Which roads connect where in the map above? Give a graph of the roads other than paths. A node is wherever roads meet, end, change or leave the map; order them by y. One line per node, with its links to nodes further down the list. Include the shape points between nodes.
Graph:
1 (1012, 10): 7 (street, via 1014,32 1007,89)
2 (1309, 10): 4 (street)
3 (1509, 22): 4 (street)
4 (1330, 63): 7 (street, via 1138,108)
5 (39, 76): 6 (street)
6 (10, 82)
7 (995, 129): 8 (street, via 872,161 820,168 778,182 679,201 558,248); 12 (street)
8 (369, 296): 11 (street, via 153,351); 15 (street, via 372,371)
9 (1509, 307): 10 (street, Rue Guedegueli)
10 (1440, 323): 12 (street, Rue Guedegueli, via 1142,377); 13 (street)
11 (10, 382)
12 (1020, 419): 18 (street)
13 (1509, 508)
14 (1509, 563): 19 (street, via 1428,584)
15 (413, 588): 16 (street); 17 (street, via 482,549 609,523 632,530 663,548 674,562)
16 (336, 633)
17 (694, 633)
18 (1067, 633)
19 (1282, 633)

════

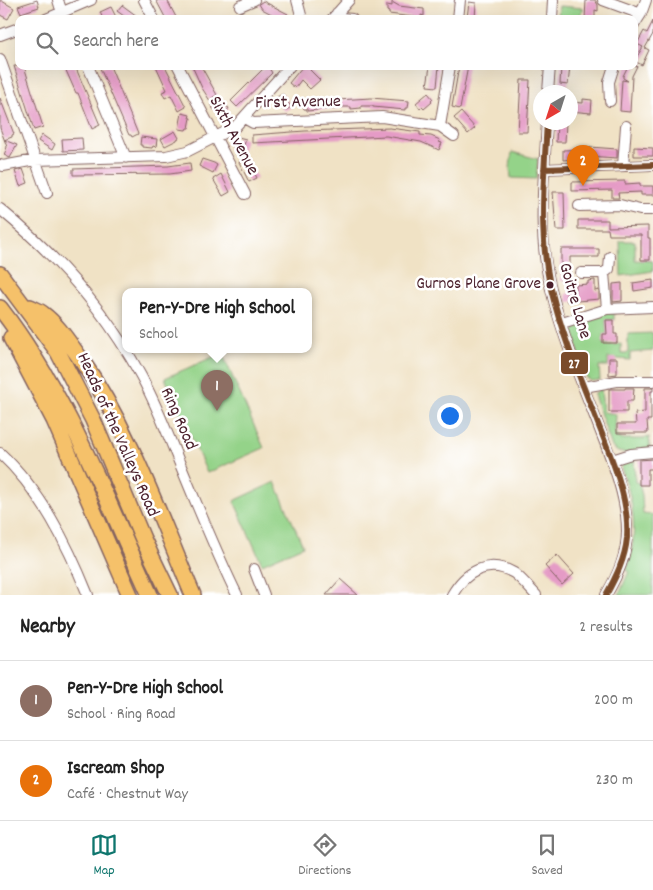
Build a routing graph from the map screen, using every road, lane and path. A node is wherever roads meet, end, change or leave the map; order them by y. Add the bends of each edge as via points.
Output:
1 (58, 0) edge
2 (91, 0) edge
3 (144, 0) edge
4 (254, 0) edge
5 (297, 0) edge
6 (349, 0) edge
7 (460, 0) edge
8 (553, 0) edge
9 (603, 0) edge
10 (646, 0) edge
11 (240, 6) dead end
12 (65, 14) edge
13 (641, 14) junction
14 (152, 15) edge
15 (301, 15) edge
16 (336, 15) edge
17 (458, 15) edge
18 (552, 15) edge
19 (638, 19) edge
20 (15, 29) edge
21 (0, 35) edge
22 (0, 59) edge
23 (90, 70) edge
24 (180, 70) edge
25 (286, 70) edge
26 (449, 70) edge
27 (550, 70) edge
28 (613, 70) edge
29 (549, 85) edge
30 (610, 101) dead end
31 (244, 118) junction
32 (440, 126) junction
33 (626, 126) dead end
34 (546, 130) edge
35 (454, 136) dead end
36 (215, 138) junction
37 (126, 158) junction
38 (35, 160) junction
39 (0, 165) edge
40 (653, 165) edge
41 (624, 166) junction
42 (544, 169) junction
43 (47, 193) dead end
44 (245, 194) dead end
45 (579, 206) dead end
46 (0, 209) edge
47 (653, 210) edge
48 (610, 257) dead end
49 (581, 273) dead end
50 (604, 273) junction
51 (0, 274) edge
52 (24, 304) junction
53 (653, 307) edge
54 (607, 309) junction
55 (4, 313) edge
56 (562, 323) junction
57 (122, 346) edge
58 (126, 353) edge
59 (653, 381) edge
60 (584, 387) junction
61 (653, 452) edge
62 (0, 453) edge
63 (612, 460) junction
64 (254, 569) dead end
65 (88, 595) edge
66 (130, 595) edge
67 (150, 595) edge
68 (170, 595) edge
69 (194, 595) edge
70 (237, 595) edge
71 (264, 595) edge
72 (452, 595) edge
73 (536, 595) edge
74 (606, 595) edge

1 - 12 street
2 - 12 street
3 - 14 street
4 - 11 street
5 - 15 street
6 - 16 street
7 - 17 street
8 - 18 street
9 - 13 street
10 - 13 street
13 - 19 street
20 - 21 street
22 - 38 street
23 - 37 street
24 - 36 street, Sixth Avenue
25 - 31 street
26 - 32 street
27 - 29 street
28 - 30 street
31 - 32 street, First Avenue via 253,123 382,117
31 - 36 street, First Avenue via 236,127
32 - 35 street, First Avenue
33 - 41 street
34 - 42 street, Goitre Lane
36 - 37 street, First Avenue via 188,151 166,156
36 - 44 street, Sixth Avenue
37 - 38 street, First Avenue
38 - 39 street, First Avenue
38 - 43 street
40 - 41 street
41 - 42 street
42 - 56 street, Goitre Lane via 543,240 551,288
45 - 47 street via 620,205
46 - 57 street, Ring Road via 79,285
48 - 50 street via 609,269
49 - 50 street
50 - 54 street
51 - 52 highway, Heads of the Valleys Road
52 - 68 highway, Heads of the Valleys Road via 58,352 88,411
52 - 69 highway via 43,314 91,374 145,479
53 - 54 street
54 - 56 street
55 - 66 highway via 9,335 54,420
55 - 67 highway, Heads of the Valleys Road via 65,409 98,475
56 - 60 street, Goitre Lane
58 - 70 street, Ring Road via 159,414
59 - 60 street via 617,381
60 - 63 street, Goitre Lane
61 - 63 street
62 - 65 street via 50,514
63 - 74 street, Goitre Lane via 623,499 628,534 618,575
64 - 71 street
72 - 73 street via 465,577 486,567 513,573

════

> _Task requirements_
Look through the entries above for the word "change". Copy every line where it shows up.

> _Finished exercise_
Which roads connect where in the map above? Give a graph of the roads other than paths. A node is wherever roads meet, end, change or leave the map; order them by y. One line per node, with its links to nodes further down the list. Include the shape points between nodes.
Build a routing graph from the map screen, using every road, lane and path. A node is wherever roads meet, end, change or leave the map; order them by y. Add the bends of each edge as via points.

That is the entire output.